Диалоги (май 2003 г.) | страница 69
Р.К. И небольшое обогащение.
В.А. Да, маленькое обогащение, вполне способное проявиться за счёт каких-то естественных процессов.
Р.К. И о которых как раз вы говорили, что их не хватает.
В.А. Да. Хорошо. Так что же получается? Всё, опять проблема решена? Теперь мы выстраиваем таким образом достаточно длинные цепочки, они складываются в такие специальные структуры, РНК или ДНК (остановимся, например, на концепции эволюции РНК-мира) – и всё. Дальше мы попадаем в область эволюции совершенно других структур и других правил. Мы проскочили барьер от неживой химии к живой.
Но нет. И тут возникает проблема. А какая проблема? А проблема возникает вот какая. Эшенмоузер собрал примерно 18 звеньев и сказал, что «я могу собирать так сколь угодно много». На самом деле нет. Оказалось, по теоретическим оценкам, что критической является длина порядка 30 единиц.
А.Г. Что недостаточно.
В.А. Явно недостаточно. Из этих 30 единиц мы никакие специфические – в функциональном смысле – структуры не создадим. А почему критическим оказывается длина порядка 30 единиц? По одной простой причине. По той причине, которая называется «катастрофой ошибок». И вот эта катастрофа ошибок связана со сложностью структур. Мы уже как-то говорили и о парадоксе Левинталя, и о катастрофе ошибок. А всё дело тут вот в чём.
Ведь что такое построить гомохиральную цепочку? Это построить определённую последовательность, например, только из левых молекул. Из очень большого числа всевозможных последовательностей левых и правых молекул, которые можно представить. Оказывается, когда это число становится слишком большим, у вас есть два варианта. Вы должны либо очень точно собирать, либо отказаться от сборки.

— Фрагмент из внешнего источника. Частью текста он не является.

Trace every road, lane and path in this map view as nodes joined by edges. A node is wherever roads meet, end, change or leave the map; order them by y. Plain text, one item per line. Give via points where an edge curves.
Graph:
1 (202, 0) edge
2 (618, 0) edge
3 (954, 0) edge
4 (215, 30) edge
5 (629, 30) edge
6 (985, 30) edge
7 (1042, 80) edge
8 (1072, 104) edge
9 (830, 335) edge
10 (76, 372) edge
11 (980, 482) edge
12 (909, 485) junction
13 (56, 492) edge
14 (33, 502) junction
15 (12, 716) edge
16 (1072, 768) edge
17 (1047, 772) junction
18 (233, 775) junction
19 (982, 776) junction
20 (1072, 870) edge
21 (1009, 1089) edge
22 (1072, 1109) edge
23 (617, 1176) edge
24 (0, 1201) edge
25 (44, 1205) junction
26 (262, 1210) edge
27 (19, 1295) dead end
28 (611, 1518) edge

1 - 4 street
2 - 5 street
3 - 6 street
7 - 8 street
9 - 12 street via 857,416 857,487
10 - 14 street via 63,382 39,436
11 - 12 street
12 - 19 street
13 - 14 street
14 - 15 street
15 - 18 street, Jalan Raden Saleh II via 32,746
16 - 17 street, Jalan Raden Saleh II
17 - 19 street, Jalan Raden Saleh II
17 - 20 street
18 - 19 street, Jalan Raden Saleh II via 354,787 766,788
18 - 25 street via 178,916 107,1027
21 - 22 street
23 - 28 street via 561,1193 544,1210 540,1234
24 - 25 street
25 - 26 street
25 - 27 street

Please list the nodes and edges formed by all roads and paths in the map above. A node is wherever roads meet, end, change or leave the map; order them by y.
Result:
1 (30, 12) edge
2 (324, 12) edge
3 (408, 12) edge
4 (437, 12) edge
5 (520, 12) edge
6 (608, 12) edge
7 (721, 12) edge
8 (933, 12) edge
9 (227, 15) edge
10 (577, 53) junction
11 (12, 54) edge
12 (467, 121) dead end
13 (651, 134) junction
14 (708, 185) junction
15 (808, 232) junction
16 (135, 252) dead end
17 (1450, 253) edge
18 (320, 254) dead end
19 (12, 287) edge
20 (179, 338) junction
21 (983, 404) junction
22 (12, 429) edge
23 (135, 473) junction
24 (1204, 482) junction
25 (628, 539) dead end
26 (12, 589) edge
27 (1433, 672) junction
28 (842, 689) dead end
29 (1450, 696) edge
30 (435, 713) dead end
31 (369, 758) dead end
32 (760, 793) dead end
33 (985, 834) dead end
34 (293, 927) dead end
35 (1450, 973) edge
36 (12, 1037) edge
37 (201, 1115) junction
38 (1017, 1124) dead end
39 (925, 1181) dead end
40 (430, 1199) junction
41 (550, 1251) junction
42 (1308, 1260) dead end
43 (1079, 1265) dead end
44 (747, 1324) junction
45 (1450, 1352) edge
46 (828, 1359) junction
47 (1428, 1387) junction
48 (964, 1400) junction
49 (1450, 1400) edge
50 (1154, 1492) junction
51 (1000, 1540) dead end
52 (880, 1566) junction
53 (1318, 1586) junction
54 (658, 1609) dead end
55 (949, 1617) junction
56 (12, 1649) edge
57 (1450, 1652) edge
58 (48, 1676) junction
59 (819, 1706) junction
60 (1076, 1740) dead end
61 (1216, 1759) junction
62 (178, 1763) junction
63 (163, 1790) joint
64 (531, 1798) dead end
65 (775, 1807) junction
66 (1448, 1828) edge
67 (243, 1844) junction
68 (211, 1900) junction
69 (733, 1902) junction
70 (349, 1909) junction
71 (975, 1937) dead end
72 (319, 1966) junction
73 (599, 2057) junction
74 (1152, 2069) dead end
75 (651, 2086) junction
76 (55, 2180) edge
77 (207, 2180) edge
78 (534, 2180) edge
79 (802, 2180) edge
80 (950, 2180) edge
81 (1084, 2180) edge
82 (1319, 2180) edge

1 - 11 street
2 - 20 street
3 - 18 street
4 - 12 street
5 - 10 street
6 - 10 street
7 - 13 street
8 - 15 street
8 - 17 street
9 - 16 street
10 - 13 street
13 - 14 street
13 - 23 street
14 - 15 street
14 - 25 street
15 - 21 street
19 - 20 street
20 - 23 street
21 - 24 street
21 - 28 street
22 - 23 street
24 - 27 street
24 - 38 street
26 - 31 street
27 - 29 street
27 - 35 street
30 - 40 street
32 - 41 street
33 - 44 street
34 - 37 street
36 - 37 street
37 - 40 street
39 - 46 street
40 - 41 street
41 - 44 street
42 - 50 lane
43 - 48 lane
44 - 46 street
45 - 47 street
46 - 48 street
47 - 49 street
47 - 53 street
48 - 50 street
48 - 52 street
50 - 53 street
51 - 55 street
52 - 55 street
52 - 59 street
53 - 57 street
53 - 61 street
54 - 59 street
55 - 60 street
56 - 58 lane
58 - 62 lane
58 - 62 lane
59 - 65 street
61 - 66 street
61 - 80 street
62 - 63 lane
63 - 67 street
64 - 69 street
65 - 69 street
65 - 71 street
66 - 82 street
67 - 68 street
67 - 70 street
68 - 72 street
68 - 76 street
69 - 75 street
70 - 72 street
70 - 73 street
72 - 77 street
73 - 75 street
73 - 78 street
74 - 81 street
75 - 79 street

Чтобы точно собирать, нужно иметь очень специальные процессы, которые могут обеспечить только такие специфические структуры, как белки, то есть такие процессы, какие мы наблюдаем в биологии. Но если у вас их нет, то тогда у вас только один способ: вы должны держать настолько чистой среду, чтобы в этой среде у вас были только, скажем, левые изомеры, из которых вы строите. А правых было бы исчезающе мало, настолько мало, чтобы вероятность появления неправильного звена была бы очень маленькой. То есть вы специфичность функций заменяете специфичным состоянием среды.
А.Г. От чего – не легче.
В.А. От чего, конечно, не легче, но, может быть, всё-таки можно сделать это в химии? Посмотрим на все процессы спонтанного нарушения симметрии на уровне химии, то есть зададимся таким вопросом: а можем ли мы такую среду создать на уровне химической эволюции или на каких-то чуть более поздних стадиях эволюции? И выясняется, что нет. Даже механизм спонтанного нарушения симметрии (который приводит к асимметрическому состоянию) требует столь специфичного распознавания левых и правых молекул для создания очень сильной асимметрии, которое возможно только на биологическом уровне.